8. Interpretasi Restriktif
Penafsiran yang membatasi/mempersempit maksud suatu pasal dalam UU.
9. Interpretasi Ekstensif
Penafsiran yang memperluas arti kata-kata dalam peraturan sehingga melebihi
batas-batas hasil interpretasi gramatikal.
10. Interpretasi Komparatif
Penafsiran dengan cara membandingkan dengan berbagai sistem hukum.
Perbandingan yang dilakukan adalah sebagai upaya menemukan prinsip-prinsip
yang berlaku umum pada sistem-sistem yang diperbandingkan. Sehinnga hasil
dari komparasi tersebut dapat digunakan dan diterapkan dalam menyelesaikan
suatu kasus hukum dengan seadil-adilnya dan setepat-tepatnya.

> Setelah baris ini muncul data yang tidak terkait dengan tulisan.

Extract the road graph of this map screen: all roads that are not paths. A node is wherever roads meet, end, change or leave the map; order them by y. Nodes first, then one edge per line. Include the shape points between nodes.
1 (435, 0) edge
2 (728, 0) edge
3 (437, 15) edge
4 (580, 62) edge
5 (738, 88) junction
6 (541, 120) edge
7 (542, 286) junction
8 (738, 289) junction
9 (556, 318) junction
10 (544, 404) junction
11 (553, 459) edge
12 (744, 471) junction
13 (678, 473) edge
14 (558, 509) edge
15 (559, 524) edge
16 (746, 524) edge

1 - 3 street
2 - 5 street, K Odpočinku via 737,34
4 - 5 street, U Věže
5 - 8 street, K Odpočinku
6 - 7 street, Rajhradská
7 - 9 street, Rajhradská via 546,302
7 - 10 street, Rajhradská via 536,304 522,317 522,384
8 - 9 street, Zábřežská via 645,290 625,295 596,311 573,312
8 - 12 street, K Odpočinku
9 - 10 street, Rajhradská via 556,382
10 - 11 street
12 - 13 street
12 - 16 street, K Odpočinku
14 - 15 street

C. Metode Penalaran/Argumentasi
Bukan suatu argumentasi untuk membenarkan rumusan peraturan tertentu,
tetapi untuk mengisi kekosongan atau ketidak lengkapan UU.

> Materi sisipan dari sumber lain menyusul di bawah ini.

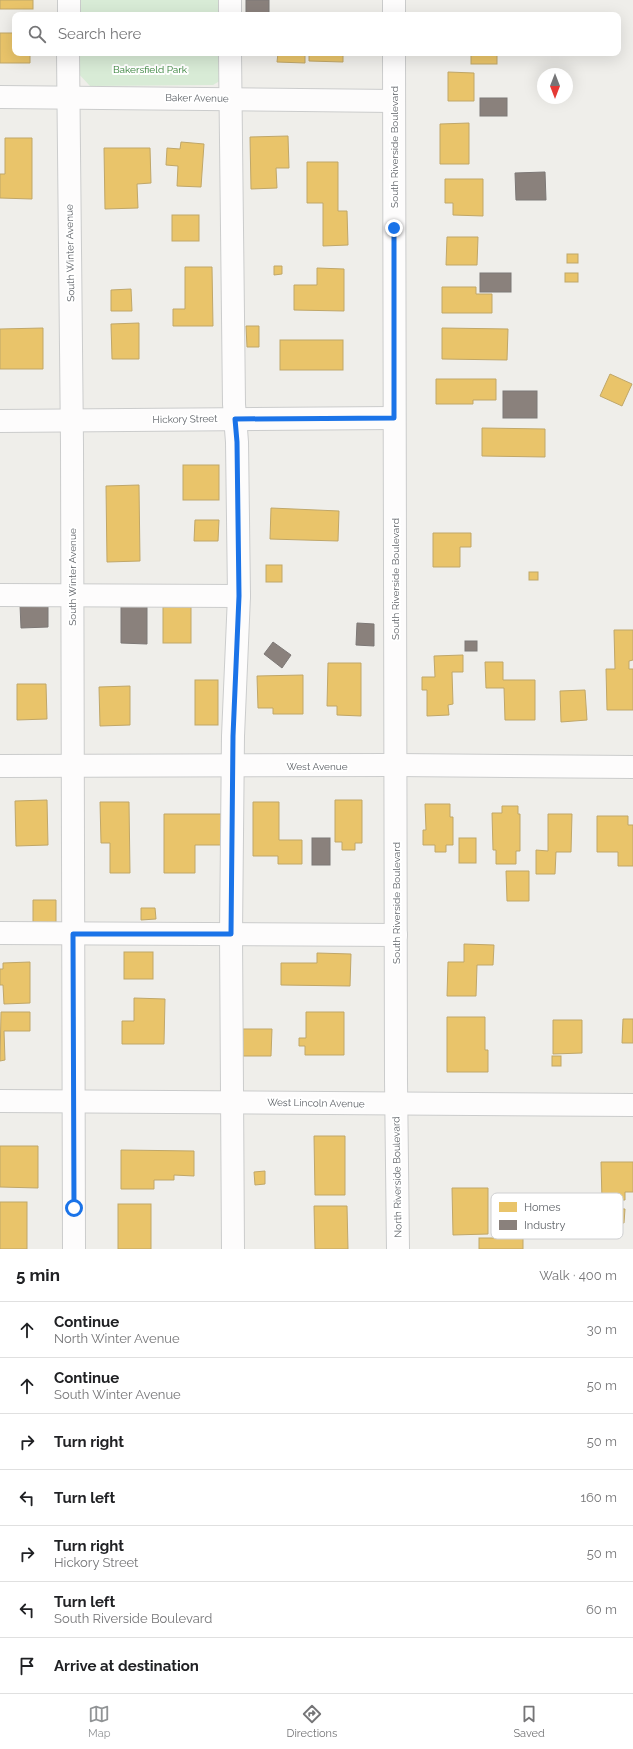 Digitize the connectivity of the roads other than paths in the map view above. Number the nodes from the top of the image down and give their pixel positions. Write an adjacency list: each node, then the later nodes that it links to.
1 (69, 0): 4 (street)
2 (230, 0): 5 (street)
3 (394, 0): 6 (street)
4 (69, 12)
5 (230, 12)
6 (394, 12)
7 (68, 56): 11 (street, South Winter Avenue)
8 (230, 56): 12 (street)
9 (394, 56): 13 (street, South Riverside Boulevard)
10 (0, 97): 11 (street, Baker Avenue)
11 (68, 97): 12 (street, Baker Avenue); 16 (street, South Winter Avenue)
12 (230, 98): 13 (street, Baker Avenue); 15 (street)
13 (394, 100): 14 (street, South Riverside Boulevard)
14 (394, 418): 15 (street, Hickory Street); 21 (street, South Riverside Boulevard)
15 (235, 419): 16 (street, Hickory Street); 20 (street)
16 (72, 420): 17 (street, Hickory Street); 18 (street, South Winter Avenue)
17 (0, 421)
18 (72, 594): 19 (street); 20 (street); 23 (street, South Winter Avenue)
19 (0, 595)
20 (239, 596): 24 (street)
21 (396, 765): 24 (street, West Avenue); 25 (street, West Avenue); 29 (street, South Riverside Boulevard)
22 (0, 766): 23 (street, West Avenue)
23 (72, 766): 24 (street, West Avenue); 27 (street, South Winter Avenue)
24 (233, 766): 28 (street)
25 (633, 767)
26 (0, 933): 27 (street)
27 (73, 934): 28 (street); 31 (street, South Winter Avenue)
28 (231, 934): 29 (street); 32 (street)
29 (396, 935): 33 (street, South Riverside Boulevard)
30 (0, 1101): 31 (street, West Lincoln Avenue)
31 (74, 1102): 32 (street, West Lincoln Avenue); 35 (street, South Winter Avenue)
32 (233, 1102): 33 (street, West Lincoln Avenue); 36 (street)
33 (396, 1104): 34 (street, West Lincoln Avenue); 37 (street, North Riverside Boulevard)
34 (633, 1105)
35 (74, 1249)
36 (233, 1249)
37 (398, 1249)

1. Argumentum Analogian (Analogi)
UU dianggap terlalu sempit ruang lingkupnya, maka hakim perlu memperluas
jangkauannya sehingga dengan analogi peristiwa yang serupa,sejenis, atau mirip
dengan yan diatur dalam UU diperlakukan sama
Analogi suatu peraturan khusus dalam UU dejadikan umum yang tidak tertulis
dalam UU, kemudian digali asas yang terkandung didalamny dan disimpulkan
dai ketentuan yang umum itu peristiwa yang khusus. PU yang tidak tertulis dalam
UU diterapkan terhadap peristiwa tertentu yang tidak diatur dalam UU, tetapi
mirip atau serupa dengan peristiwa yang diatur dalam UU. Sudikno mengatakan
bahwa analogi ini disebut juga dengan penafsiran ekstensif.
2. Argumentum a Contrario
Suatu penafsiran yang dilakukan dengan cara memberikan perlawanan
pengertian antara pengertian konkret yang dihadapi dan peristiwa yang di atur
dalam undang-undang.Sehingga dengan berdasarkan perlawanan pengertian itu
dapat di ambil kesimpulan bahwa peristiwa yang dihadapi itu tidak di liputi oleh
undang-undang yang di maksud atau berada di luar ketentuan undang-undang
tersebut.
3. Penyempitan Hukum (Rechsverfijning)
Sudikno memakai istilah penyempitan hukum karena ia bukan argumentasi
untuk membenarkan peraturan perundang-undangan, tetapi pengecualian terhadap
peraturan perundangan karena kalau tidak maka dirumuskan terlalu luas.
Kadang UU terlalu luas lingkupnya dan umum, maka perlu dipersempit untuk
diterapkan terhadap peristiwa konkret tertentu
Dan bagi mereka yang mengartikan penghalusan hukum, maka hukum
diperlakukan secara halus sehingga seolah olah tidak ada pihak yang disalahkan.
Penghalusan ini kebalikan dari analogi, dan sama-sama mengisi kekosongan.